▶ **TASK GOAL**
Pull every line that holds the word "dead" from the entries.

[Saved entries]
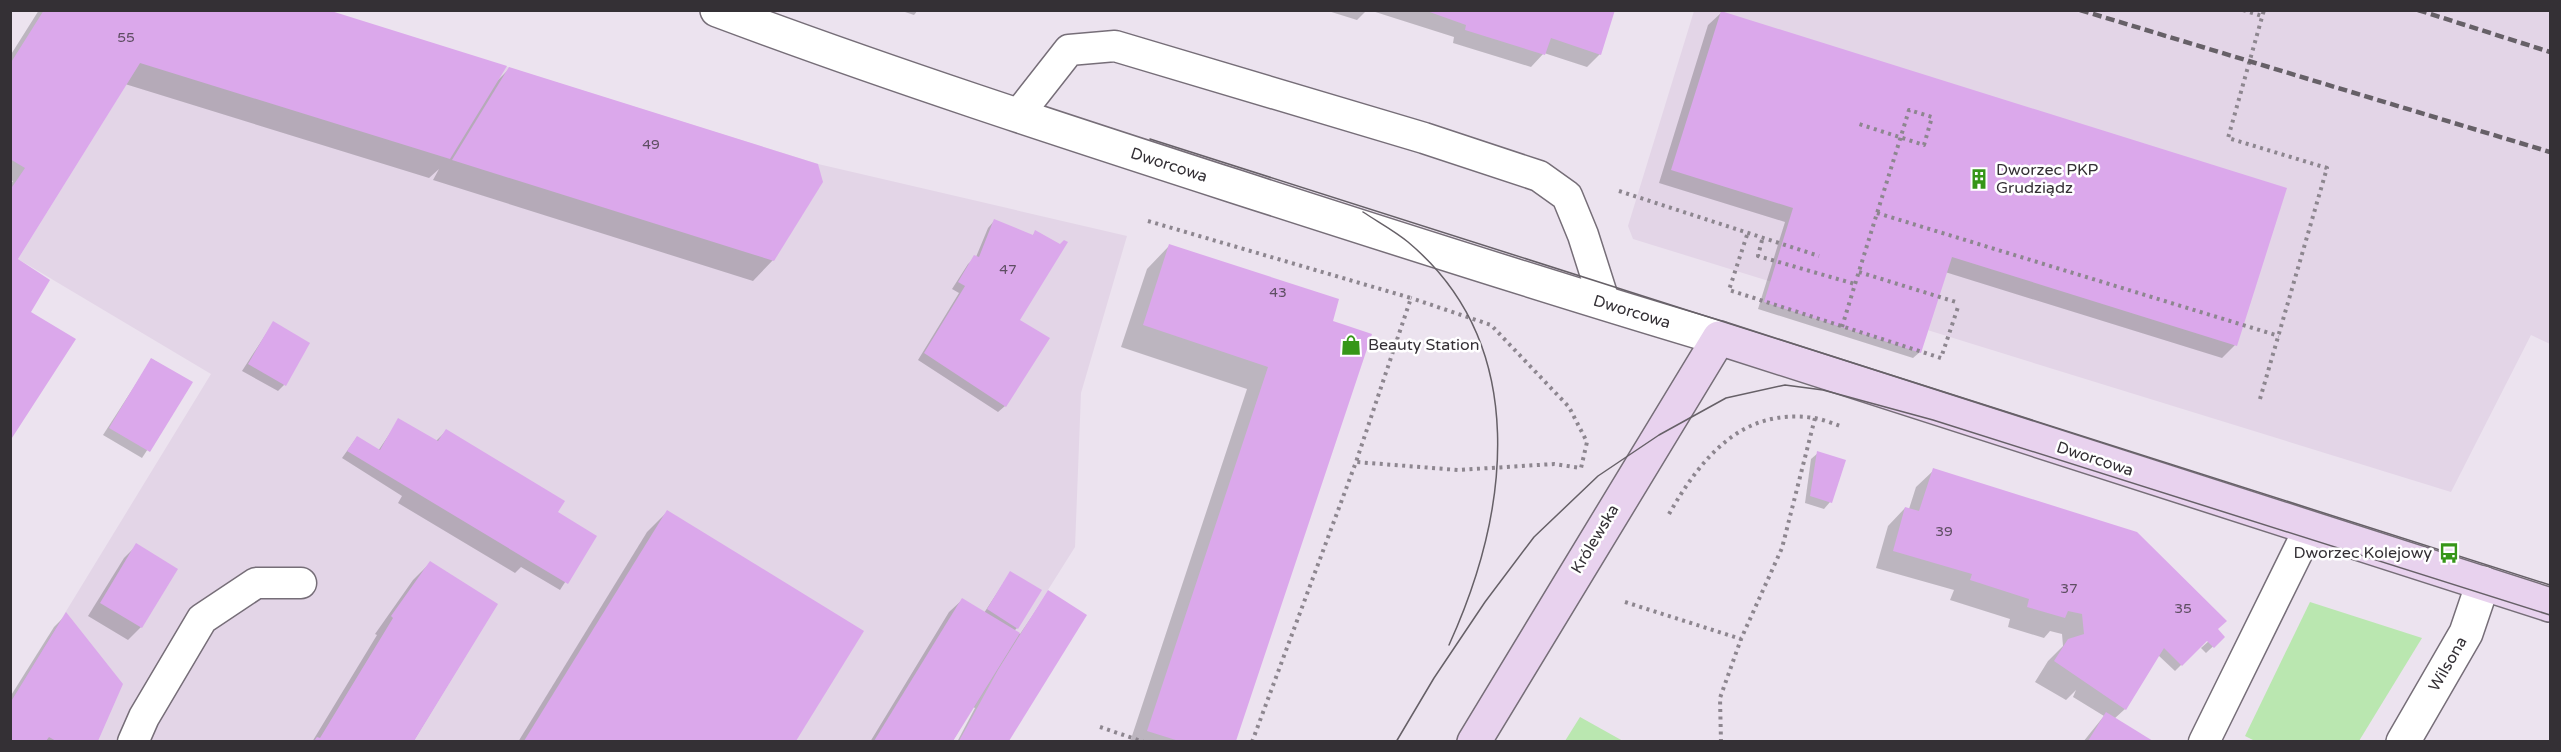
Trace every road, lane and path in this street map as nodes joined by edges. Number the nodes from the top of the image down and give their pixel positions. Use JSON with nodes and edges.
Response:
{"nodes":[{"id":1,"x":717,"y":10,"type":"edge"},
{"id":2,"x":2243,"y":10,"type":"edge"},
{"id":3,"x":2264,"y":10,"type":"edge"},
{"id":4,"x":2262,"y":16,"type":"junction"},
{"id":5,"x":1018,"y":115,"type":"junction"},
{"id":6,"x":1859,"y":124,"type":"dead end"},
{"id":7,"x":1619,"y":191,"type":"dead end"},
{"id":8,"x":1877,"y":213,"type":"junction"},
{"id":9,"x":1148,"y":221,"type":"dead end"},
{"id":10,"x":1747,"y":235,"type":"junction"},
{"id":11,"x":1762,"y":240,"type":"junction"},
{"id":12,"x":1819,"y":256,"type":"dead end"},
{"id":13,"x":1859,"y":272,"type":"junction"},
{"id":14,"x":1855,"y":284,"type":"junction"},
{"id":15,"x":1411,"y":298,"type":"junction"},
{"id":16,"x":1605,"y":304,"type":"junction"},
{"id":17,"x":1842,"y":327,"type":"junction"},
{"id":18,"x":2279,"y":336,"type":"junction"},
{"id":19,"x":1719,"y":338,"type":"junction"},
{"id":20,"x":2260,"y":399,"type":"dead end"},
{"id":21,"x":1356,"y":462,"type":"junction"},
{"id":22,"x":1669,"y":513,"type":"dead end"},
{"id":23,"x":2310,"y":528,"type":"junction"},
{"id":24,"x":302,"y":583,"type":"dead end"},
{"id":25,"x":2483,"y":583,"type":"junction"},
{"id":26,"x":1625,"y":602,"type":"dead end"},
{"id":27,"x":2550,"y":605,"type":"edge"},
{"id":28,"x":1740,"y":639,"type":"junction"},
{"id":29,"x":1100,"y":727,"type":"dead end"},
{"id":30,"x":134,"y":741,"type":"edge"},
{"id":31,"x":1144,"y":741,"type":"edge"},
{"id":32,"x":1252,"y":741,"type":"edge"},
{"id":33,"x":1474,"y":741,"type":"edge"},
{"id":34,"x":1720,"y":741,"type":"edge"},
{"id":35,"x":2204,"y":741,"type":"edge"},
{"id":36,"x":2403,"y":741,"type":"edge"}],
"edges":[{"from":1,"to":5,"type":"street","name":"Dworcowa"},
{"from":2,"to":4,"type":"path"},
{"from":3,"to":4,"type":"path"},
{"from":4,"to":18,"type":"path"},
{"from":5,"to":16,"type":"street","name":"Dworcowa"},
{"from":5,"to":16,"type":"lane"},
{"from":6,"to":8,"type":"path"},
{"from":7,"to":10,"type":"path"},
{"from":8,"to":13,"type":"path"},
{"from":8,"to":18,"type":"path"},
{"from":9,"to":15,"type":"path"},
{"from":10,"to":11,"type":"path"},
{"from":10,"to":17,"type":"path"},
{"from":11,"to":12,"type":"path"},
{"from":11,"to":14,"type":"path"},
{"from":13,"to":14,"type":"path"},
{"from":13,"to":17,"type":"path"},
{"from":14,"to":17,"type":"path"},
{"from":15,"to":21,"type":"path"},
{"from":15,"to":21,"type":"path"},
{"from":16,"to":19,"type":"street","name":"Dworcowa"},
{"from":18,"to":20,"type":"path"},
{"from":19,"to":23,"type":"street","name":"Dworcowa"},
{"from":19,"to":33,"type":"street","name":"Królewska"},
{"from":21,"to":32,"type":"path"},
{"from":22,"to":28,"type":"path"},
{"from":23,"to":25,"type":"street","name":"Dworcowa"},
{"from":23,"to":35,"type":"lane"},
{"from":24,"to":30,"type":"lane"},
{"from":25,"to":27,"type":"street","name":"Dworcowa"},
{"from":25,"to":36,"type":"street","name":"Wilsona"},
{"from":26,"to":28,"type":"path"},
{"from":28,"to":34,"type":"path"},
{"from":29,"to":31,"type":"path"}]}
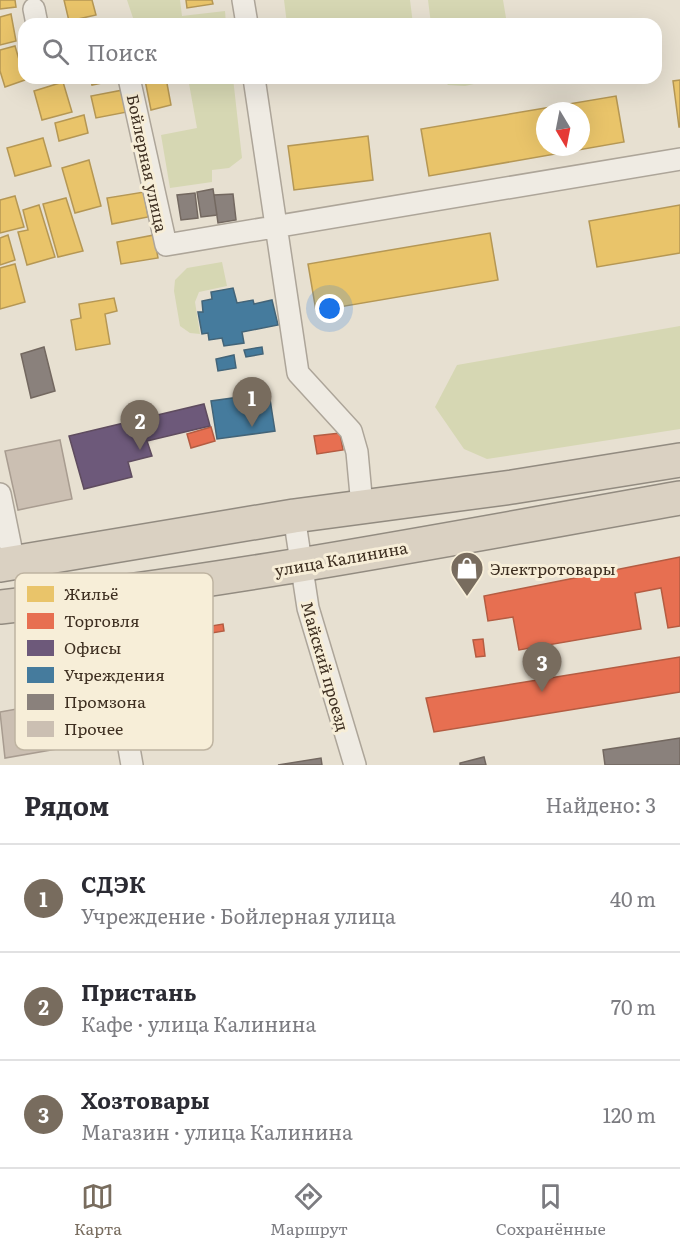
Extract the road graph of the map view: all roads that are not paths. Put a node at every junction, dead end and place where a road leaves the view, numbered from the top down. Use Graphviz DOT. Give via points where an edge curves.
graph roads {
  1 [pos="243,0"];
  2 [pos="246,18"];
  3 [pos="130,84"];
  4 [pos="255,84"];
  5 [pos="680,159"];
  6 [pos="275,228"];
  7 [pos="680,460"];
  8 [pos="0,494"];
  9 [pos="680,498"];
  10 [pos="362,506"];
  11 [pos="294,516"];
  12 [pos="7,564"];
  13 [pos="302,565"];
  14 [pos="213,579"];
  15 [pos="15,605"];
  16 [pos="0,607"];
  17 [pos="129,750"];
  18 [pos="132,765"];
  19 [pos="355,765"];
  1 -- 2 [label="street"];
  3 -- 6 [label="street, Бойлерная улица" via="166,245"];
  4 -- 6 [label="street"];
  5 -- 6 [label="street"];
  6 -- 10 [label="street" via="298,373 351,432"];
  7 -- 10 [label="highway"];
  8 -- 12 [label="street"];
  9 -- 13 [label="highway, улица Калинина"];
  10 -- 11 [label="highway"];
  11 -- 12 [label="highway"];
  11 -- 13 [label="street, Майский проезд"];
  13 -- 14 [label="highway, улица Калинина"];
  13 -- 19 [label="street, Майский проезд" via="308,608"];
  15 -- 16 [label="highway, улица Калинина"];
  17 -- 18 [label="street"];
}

▶ **EXERCISE RESPONSE**
{"id":6,"x":1859,"y":124,"type":"dead end"},
{"id":7,"x":1619,"y":191,"type":"dead end"},
{"id":9,"x":1148,"y":221,"type":"dead end"},
{"id":12,"x":1819,"y":256,"type":"dead end"},
{"id":20,"x":2260,"y":399,"type":"dead end"},
{"id":22,"x":1669,"y":513,"type":"dead end"},
{"id":24,"x":302,"y":583,"type":"dead end"},
{"id":26,"x":1625,"y":602,"type":"dead end"},
{"id":29,"x":1100,"y":727,"type":"dead end"},
Extract the road graph of the map view: all roads that are not paths. Put a node at every junction, dead end and place where a road leaves the view, numbered from the top down. Use Graphviz DOT. Give via points where an edge curves.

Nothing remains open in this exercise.